Памела Трэверс «Мэри Поппинс»
Наша институтская практика продолжалась два месяца – июнь и июль, а состояла вот в чём - мы приезжаем в какой-нибудь старинный городок, гуляем по его паркам и улочкам, изучаем окрестности, рисуем и пишем с натуры, вступаем в контакты разного рода с коренным населением, пьём парное молоко, спорим об искусстве и переплываем речки…
Первая практика, конечно же, самая прекрасная. Позже, услышав церковные слова – «благорастворение воздУхов», я понял, что это как раз про то время. Жили мы, можно сказать, над рекой, в небольшом, пустовавшем летом, особняке. На другую сторону ходил паром. Там, в деревне мы с друзьями иногда ночевали в сарае для сена. Пускал дядя Ваня.  Осталось ощущение света, не солнечного, а какого-то другого – радостного и ровного, пронизывающего абсолютно всё… Всего тебя и всю жизнь. И будущую тоже... 

ПЕРВЫЙ ДЕНЬ
                Павлу Илышеву
- … Пошли!
- Куда? – спросил Винни-Пух.
- Куда-нибудь, - сказал Кристофер Робин.
А. А. Милн     «Винни Пух и все-все-все».
Вечерами мы с моим приятелем Пашей иногда выходили на прогулку, чтобы ближе познакомиться с местными девушками. Причём был уговор – сегодня ты выбираешь, а завтра я - девушки тоже обычно гуляли парами… В тот день, как выяснилось, ты сдала экзамен по математике за десятый класс и вы с подругой решили пойти погулять, пофотографироваться… На календаре было 18-е июня. На этот раз выбирал я.

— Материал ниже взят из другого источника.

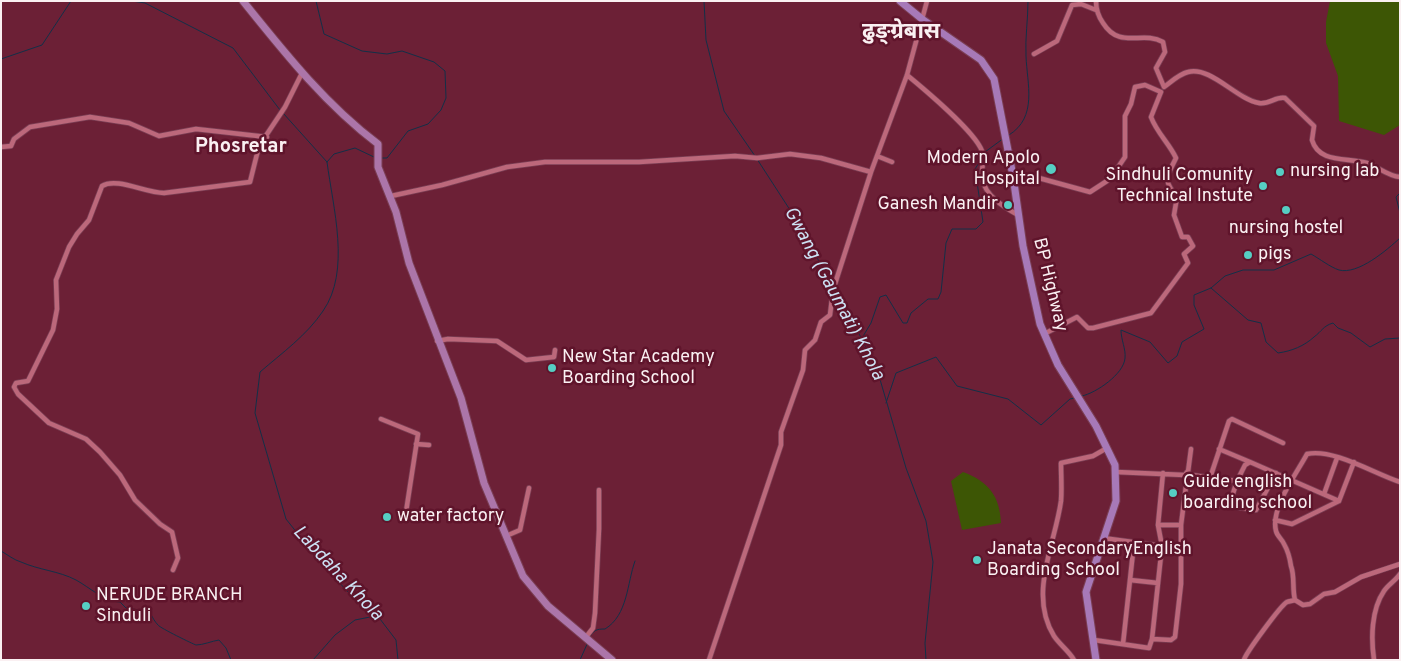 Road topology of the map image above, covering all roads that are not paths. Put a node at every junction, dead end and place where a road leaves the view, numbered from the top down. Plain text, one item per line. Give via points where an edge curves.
1 (243, 1) edge
2 (900, 1) edge
3 (927, 1) edge
4 (1096, 1) edge
5 (1096, 10) junction
6 (922, 19) junction
7 (1034, 54) dead end
8 (302, 73) junction
9 (907, 75) junction
10 (1164, 87) junction
11 (1161, 92) junction
12 (267, 137) junction
13 (1, 147) edge
14 (877, 156) junction
15 (892, 162) dead end
16 (871, 172) junction
17 (1013, 176) junction
18 (1400, 177) edge
19 (391, 196) junction
20 (1018, 215) junction
21 (1044, 334) junction
22 (437, 341) junction
23 (555, 350) dead end
24 (381, 418) dead end
25 (1284, 443) dead end
26 (416, 444) junction
27 (430, 445) dead end
28 (1107, 448) junction
29 (1190, 449) dead end
30 (1219, 449) junction
31 (1337, 458) junction
32 (1250, 462) junction
33 (1354, 462) junction
34 (1116, 472) junction
35 (1163, 473) junction
36 (1276, 473) junction
37 (1188, 475) junction
38 (1210, 478) junction
39 (1291, 479) junction
40 (1236, 481) junction
41 (1400, 482) edge
42 (529, 488) dead end
43 (598, 490) dead end
44 (1324, 494) junction
45 (1185, 500) junction
46 (1339, 501) junction
47 (1229, 506) junction
48 (406, 512) dead end
49 (1275, 520) junction
50 (1181, 524) junction
51 (1158, 525) junction
52 (506, 536) junction
53 (1103, 538) junction
54 (1134, 543) junction
55 (1162, 546) junction
56 (1400, 564) edge
57 (173, 570) dead end
58 (1400, 574) edge
59 (1130, 580) junction
60 (1158, 583) junction
61 (1295, 600) junction
62 (586, 638) junction
63 (1152, 639) junction
64 (1094, 640) junction
65 (1123, 644) junction
66 (612, 660) edge
67 (709, 660) edge
68 (1074, 660) edge
69 (1096, 660) edge
70 (1244, 660) edge
71 (1374, 660) edge

1 - 8 main road
2 - 6 highway, BP Highway
3 - 6 street
4 - 5 street
5 - 7 street via 1081,4 1072,5 1057,41
5 - 10 street via 1113,35 1163,42 1165,52 1156,68
6 - 9 street
6 - 17 highway, BP Highway via 981,60 994,79
8 - 12 street
8 - 19 main road via 359,130 378,144 378,167
9 - 14 street
9 - 20 street via 970,134 982,151 982,180 997,203
10 - 11 street
10 - 18 street via 1187,72 1195,72 1206,74 1260,104 1285,98 1314,126 1312,140 1320,152 1328,157 1368,163
11 - 17 street via 1146,85 1135,87 1125,116 1125,157 1110,178 1090,192 1028,175
11 - 21 street via 1152,117 1157,131 1176,158 1166,178 1167,185 1177,197 1174,216 1182,237 1188,237 1193,246 1184,254 1188,263 1151,313 1093,328 1088,328 1077,317
12 - 13 street via 196,129 159,136 128,123 90,117 30,128 8,148
12 - 57 street via 259,146 250,182 157,193 117,183 102,186 89,220 69,247 56,280 57,310 49,341 28,381 14,386 18,394 49,423 86,439 120,475 135,500 172,532 178,558
14 - 15 street
14 - 16 street
16 - 19 street via 821,158 790,154 639,162 544,162 507,167
16 - 67 street via 833,290 830,315 821,322 815,340 805,350 803,370 781,432 782,445
17 - 20 highway, BP Highway
19 - 22 main road via 409,263
20 - 21 highway, BP Highway
21 - 28 highway, BP Highway via 1066,380
22 - 23 street via 497,341 526,360 554,357
22 - 52 main road via 461,398 484,484
24 - 26 street via 418,434
25 - 30 street via 1232,419
26 - 27 street
26 - 48 street
28 - 34 highway, BP Highway
28 - 68 street via 1093,456 1061,463 1061,500 1044,570 1046,614 1054,637
29 - 37 street
30 - 32 street
30 - 38 street
31 - 33 street
31 - 39 street via 1319,453 1307,454
31 - 44 street
32 - 36 street
32 - 40 street
33 - 41 street
33 - 46 street
34 - 35 street
34 - 53 highway, BP Highway via 1116,501
35 - 37 street
35 - 51 street
36 - 39 street
36 - 47 street via 1256,510
37 - 38 street
37 - 45 street
38 - 40 street
39 - 44 street
39 - 49 street
40 - 47 street
42 - 52 street via 520,530
43 - 62 street via 596,613 593,628
44 - 46 street
45 - 47 street
45 - 50 street
46 - 49 street via 1292,524
49 - 61 street via 1276,532 1284,544 1294,574
50 - 51 street
50 - 63 street via 1181,584 1175,637 1171,640
51 - 55 street
52 - 62 main road via 523,576 548,606
53 - 54 street
53 - 64 highway, BP Highway via 1086,592
54 - 55 street
54 - 59 street
55 - 60 street
56 - 61 street via 1361,576 1310,604 1304,605
58 - 71 street via 1384,591 1376,611 1372,629
59 - 60 street
59 - 65 street
60 - 63 street
61 - 70 street via 1286,602 1275,614 1245,654
62 - 66 main road
63 - 65 street via 1149,648
64 - 65 street
64 - 69 highway, BP Highway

Зачастил слепой дождик, и все мы оказались под общим навесом. Не помню - кто сказал первое слово, и какое оно было. Потом шли по старинному, густо-зелёному  парку, присаживались на скамейки и разговаривали, хотя договориться не удавалось.

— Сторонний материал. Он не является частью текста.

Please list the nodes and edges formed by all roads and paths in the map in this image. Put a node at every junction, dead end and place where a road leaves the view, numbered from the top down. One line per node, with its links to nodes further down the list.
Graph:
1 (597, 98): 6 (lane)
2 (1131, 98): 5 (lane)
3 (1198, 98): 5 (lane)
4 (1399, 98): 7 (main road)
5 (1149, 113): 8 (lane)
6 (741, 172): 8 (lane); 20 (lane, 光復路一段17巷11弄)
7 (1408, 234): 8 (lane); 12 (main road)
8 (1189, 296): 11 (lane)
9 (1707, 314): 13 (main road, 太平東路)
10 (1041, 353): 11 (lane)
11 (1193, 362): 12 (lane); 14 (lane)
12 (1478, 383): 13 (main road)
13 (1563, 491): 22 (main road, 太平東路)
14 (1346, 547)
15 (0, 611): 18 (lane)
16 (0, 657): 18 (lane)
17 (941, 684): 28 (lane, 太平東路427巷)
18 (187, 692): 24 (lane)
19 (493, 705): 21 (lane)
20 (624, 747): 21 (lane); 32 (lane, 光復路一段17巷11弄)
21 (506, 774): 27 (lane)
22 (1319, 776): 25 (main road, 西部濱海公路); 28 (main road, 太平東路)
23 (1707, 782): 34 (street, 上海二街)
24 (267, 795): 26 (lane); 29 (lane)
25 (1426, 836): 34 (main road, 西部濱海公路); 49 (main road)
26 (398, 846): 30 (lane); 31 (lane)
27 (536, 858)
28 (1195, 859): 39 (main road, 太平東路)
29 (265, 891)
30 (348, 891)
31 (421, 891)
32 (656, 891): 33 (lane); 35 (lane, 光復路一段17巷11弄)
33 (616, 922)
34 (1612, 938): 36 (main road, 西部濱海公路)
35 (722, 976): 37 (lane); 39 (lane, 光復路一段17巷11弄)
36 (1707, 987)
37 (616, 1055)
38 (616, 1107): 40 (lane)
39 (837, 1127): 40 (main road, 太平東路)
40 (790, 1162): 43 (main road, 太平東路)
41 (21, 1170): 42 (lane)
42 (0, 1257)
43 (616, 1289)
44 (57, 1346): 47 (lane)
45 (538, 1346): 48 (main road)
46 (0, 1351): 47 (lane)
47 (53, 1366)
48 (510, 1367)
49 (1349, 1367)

Уже готовясь расстаться, я сказал:
- А ведь ты совсем ещё ребёнок...
Ты повернула лицо:
- А что, другие бы сразу с вами пошли?
- Ну, может не сразу, но…
- Но завтра я не могу!
-  Давай послезавтра?

ГОВОРИТЕ, ГОВОРИТЕ…
- Да, да, я люблю тебя, - услышал он. – Моя вина, что ты этого не знал. Да это и не важно.
А. де Сент Экзюпери «Маленький принц».
Осень шла с лимонною звездой…
Ф. Г. Лорка   «Люди шли»
Деревня под Петербургом. Я иду по улочке и говорю с тобой по телефону…  Вокруг – тёмная ночь, тёмные деревья, тёмные силуэты - людей, собак, кошек. Филинов. Ближнего леса. Облака подсвечены снизу тусклым золотом. Огромные берёзы – как огромные серые парусники, проплывают мимо… 

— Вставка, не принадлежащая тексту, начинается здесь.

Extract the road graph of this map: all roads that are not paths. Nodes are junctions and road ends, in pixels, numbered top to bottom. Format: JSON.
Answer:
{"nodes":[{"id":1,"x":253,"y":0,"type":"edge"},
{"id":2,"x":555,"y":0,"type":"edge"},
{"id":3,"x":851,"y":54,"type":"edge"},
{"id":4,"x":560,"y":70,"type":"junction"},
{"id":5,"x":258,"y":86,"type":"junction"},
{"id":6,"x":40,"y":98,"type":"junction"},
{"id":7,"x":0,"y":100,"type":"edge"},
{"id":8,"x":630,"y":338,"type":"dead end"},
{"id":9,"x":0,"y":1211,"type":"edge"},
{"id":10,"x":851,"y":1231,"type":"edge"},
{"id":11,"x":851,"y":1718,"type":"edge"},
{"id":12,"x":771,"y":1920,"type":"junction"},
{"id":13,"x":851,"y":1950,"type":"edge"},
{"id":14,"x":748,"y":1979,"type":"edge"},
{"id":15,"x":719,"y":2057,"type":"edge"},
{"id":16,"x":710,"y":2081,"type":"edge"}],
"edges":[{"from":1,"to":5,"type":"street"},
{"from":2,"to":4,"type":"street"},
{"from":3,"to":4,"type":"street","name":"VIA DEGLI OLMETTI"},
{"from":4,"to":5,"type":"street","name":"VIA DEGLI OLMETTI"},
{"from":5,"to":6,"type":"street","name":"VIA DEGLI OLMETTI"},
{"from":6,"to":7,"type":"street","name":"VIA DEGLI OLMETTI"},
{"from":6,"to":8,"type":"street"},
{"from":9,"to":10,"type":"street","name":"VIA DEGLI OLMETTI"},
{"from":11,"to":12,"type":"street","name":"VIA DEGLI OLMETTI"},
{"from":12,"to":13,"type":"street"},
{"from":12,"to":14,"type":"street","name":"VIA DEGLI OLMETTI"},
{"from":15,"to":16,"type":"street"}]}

Я говорю и говорю…  Обрушиваю на тебя водопады  слов. Это через столько-то лет! Сам не знаю - откуда они взялись. Как будто  прорвалось что-то в груди. Время от времени только спрашиваю тебя: «Ты понимаешь?» Ты говоришь оттуда-то издалека: «Понимаю…»  Я увлекаюсь, почти кричу (собаки за калитками ворчат). Меня и самого, кажется, удивляет то, что я говорю. И снова… -  «Ты понимаешь?» – «Понимаю…».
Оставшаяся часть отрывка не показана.